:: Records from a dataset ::
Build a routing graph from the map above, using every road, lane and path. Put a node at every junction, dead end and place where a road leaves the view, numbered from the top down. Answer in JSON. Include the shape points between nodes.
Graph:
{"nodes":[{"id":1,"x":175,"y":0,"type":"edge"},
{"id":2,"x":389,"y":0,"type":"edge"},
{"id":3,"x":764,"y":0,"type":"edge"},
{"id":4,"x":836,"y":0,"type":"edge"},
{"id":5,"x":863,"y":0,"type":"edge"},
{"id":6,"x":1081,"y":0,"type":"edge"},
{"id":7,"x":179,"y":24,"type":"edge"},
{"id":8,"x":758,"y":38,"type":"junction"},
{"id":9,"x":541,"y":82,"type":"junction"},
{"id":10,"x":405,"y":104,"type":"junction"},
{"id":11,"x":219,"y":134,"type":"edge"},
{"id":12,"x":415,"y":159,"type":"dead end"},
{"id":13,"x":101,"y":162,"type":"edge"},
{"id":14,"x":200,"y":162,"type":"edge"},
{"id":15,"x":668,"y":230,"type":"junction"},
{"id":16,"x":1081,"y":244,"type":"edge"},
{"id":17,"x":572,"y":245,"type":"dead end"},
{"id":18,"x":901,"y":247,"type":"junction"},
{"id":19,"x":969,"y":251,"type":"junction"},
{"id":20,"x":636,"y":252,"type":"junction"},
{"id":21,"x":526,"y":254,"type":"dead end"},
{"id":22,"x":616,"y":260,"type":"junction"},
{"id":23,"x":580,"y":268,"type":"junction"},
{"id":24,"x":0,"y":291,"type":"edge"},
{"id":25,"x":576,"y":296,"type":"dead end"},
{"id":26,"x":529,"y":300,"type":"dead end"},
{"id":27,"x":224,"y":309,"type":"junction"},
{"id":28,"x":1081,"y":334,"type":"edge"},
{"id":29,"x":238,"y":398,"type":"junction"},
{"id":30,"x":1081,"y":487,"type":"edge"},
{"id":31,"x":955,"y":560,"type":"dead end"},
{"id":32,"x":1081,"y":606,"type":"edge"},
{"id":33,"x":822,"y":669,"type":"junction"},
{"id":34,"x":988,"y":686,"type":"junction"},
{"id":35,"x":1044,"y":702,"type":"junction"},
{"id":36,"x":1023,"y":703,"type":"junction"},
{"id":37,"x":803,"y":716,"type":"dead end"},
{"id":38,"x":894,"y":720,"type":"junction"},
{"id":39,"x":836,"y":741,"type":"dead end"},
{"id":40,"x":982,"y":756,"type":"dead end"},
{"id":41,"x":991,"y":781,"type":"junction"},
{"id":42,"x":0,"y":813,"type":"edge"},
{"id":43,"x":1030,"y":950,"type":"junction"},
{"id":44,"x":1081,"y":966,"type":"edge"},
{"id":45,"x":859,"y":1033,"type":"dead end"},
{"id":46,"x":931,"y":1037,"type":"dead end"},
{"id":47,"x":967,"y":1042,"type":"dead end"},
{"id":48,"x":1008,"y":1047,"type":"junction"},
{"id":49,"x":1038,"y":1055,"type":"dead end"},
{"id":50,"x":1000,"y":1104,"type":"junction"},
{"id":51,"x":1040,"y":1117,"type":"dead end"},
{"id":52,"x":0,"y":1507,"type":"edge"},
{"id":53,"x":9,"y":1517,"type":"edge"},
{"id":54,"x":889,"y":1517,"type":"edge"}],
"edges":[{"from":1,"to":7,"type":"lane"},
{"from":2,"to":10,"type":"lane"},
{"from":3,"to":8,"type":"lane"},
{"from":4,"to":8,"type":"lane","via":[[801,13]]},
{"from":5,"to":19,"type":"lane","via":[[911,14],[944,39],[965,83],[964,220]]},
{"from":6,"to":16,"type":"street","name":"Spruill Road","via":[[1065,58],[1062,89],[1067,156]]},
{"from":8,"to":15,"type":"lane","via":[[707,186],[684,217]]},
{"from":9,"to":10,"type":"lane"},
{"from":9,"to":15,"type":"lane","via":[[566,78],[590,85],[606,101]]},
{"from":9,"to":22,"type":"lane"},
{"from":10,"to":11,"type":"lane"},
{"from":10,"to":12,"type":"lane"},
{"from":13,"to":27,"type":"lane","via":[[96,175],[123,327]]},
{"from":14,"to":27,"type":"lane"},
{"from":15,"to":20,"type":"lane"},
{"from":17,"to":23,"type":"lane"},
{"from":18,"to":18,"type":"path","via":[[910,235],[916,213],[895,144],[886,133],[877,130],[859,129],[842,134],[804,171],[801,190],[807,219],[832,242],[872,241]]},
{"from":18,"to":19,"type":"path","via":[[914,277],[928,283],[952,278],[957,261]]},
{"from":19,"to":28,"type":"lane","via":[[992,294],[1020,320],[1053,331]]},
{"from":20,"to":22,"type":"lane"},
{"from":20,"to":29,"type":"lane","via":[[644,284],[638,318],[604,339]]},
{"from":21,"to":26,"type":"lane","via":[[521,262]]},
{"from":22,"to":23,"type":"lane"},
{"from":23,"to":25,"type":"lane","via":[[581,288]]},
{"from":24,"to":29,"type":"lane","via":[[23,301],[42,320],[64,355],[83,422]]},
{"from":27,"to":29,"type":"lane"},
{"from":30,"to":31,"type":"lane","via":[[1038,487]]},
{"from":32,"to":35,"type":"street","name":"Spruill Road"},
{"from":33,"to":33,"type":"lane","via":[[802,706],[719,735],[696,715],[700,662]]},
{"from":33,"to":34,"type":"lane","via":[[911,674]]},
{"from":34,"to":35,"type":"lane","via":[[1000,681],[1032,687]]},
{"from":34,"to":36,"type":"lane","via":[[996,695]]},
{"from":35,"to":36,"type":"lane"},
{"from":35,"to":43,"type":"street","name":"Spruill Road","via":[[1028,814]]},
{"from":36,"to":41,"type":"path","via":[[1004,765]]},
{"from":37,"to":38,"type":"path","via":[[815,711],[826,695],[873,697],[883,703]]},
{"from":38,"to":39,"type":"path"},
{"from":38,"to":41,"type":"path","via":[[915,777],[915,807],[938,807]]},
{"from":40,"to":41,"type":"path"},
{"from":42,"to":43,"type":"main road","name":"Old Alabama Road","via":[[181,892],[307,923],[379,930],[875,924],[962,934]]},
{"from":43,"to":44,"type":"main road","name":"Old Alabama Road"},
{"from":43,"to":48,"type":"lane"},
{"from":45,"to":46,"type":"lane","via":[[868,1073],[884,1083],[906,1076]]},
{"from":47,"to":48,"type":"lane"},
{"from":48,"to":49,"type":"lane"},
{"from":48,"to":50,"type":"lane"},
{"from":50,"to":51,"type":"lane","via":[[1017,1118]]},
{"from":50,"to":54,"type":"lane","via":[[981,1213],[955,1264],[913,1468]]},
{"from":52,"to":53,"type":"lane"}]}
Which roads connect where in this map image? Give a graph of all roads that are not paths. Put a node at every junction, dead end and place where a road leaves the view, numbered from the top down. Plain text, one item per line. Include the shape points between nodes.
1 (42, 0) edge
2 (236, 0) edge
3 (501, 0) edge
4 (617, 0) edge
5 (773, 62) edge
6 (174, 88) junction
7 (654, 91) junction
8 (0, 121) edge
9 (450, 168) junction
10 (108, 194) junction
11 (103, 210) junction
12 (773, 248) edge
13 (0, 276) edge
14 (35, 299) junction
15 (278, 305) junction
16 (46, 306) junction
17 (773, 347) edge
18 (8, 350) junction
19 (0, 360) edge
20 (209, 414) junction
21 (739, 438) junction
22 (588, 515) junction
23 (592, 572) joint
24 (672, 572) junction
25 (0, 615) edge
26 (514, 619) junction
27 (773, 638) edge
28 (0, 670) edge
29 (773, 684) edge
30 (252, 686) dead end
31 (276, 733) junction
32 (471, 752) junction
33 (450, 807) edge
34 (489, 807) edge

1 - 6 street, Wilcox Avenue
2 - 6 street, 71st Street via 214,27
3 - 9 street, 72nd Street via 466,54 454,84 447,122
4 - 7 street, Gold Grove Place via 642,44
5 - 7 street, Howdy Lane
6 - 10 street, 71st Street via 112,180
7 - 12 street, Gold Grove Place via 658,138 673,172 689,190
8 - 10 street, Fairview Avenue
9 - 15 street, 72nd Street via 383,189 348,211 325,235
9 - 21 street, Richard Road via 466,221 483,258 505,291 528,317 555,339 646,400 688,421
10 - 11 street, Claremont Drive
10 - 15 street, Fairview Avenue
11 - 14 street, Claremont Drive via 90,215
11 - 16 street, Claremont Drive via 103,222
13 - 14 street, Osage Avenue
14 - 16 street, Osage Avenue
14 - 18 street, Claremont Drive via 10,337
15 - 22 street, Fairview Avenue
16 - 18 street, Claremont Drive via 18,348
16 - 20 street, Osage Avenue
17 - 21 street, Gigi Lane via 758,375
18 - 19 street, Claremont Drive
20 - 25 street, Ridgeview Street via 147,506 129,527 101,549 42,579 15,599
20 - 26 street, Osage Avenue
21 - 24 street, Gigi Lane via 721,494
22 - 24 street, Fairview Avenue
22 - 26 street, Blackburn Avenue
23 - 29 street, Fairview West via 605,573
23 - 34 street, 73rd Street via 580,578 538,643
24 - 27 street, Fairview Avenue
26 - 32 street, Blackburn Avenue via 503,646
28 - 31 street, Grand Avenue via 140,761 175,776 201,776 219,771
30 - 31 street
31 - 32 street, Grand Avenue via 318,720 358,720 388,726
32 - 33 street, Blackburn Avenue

:: PROBLEM REQUIREMENTS ::
Return all lines from the entries that contain the string "Gold".

:: RESPONSE BOX ::
4 - 7 street, Gold Grove Place via 642,44
7 - 12 street, Gold Grove Place via 658,138 673,172 689,190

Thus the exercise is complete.